# How to complete this task:
A verbatim copy of each record is required.
[Start of Attachment]
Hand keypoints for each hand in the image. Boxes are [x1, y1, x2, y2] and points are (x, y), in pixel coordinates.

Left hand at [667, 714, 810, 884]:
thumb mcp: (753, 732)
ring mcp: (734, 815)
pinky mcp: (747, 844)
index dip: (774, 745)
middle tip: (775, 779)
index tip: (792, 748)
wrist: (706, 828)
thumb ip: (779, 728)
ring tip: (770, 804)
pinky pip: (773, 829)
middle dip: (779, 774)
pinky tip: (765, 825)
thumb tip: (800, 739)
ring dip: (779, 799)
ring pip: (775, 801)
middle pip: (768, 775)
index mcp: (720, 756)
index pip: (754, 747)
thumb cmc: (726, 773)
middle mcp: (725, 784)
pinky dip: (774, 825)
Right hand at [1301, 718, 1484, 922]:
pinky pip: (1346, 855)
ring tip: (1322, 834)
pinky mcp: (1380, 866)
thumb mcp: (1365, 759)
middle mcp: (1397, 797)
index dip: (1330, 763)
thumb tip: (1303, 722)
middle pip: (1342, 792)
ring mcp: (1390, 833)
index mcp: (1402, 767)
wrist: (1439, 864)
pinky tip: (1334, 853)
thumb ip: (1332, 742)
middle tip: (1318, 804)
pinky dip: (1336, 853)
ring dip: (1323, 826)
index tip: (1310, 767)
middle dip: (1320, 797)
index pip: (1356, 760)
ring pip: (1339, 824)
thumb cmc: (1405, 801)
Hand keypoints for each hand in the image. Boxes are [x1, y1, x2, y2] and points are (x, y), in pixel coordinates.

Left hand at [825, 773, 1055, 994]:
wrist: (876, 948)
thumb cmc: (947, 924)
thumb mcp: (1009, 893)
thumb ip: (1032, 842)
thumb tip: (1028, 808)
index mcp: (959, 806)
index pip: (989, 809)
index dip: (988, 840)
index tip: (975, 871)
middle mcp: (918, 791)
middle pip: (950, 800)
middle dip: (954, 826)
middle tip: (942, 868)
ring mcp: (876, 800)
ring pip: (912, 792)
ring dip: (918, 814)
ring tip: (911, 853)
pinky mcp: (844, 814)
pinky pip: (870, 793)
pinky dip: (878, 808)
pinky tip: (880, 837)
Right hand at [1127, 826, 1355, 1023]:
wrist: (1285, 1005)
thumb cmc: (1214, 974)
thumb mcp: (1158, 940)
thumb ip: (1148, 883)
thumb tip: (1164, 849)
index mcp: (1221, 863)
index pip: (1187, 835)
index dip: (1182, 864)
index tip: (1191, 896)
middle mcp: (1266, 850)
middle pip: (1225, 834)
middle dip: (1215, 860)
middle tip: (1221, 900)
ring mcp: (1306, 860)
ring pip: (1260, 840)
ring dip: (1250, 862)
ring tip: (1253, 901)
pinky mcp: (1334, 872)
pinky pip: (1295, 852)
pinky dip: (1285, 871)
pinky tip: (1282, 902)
[End of Attachment]
# Written solution:
Hand keypoints for each hand in the image. Boxes are [x1, y1, x2, y2] and points are (x, y), in pixel coordinates.

Left hand at [667, 714, 810, 884]:
thumb mcp: (753, 732)
ring mcp: (734, 815)
pinky mcp: (747, 844)
index dip: (774, 745)
middle tip: (775, 779)
index tip: (792, 748)
wrist: (706, 828)
thumb ip: (779, 728)
ring tip: (770, 804)
pinky pip: (773, 829)
middle dip: (779, 774)
pinky tip: (765, 825)
thumb tip: (800, 739)
ring dip: (779, 799)
ring pip: (775, 801)
middle pip: (768, 775)
index mcp: (720, 756)
index pip: (754, 747)
thumb cmc: (726, 773)
middle mcp: (725, 784)
pinky dip: (774, 825)
Right hand at [1301, 718, 1484, 922]:
pinky pip: (1346, 855)
ring tip: (1322, 834)
pinky mcp: (1380, 866)
thumb mcp: (1365, 759)
middle mcp: (1397, 797)
index dip: (1330, 763)
thumb tip: (1303, 722)
middle pip: (1342, 792)
ring mcp: (1390, 833)
index mcp: (1402, 767)
wrist: (1439, 864)
pinky tip: (1334, 853)
thumb ip: (1332, 742)
middle tip: (1318, 804)
pinky dip: (1336, 853)
ring dip: (1323, 826)
index tip: (1310, 767)
middle dip: (1320, 797)
index pip: (1356, 760)
ring pip: (1339, 824)
thumb cmc: (1405, 801)
Hand keypoints for each hand in the image. Boxes are [x1, y1, x2, y2] and points are (x, y), in pixel coordinates.

Left hand at [825, 773, 1055, 994]:
wrist: (876, 948)
thumb cmc: (947, 924)
thumb mcp: (1009, 893)
thumb ip: (1032, 842)
thumb tip: (1028, 808)
index mcp: (959, 806)
index pip: (989, 809)
index dip: (988, 840)
index tip: (975, 871)
middle mcp: (918, 791)
middle pip: (950, 800)
middle dip: (954, 826)
middle tip: (942, 868)
ring mcp: (876, 800)
ring pip: (912, 792)
ring dip: (918, 814)
ring tip: (911, 853)
pinky mcp: (844, 814)
pinky pip: (870, 793)
pinky dip: (878, 808)
pinky tip: (880, 837)
Right hand at [1127, 826, 1355, 1023]:
wrist: (1285, 1005)
thumb cmc: (1214, 974)
thumb mcp: (1158, 940)
thumb ip: (1148, 883)
thumb tip: (1164, 849)
index mcp: (1221, 863)
index pip: (1187, 835)
index dip: (1182, 864)
index tip: (1191, 896)
middle mcp: (1266, 850)
middle pip: (1225, 834)
middle dip: (1215, 860)
middle tip: (1221, 900)
ring mcp: (1306, 860)
ring pip: (1260, 840)
ring dip: (1250, 862)
ring tip: (1253, 901)
pinky mcp: (1334, 872)
pinky pip: (1295, 852)
pinky dip: (1285, 871)
pinky tip: (1282, 902)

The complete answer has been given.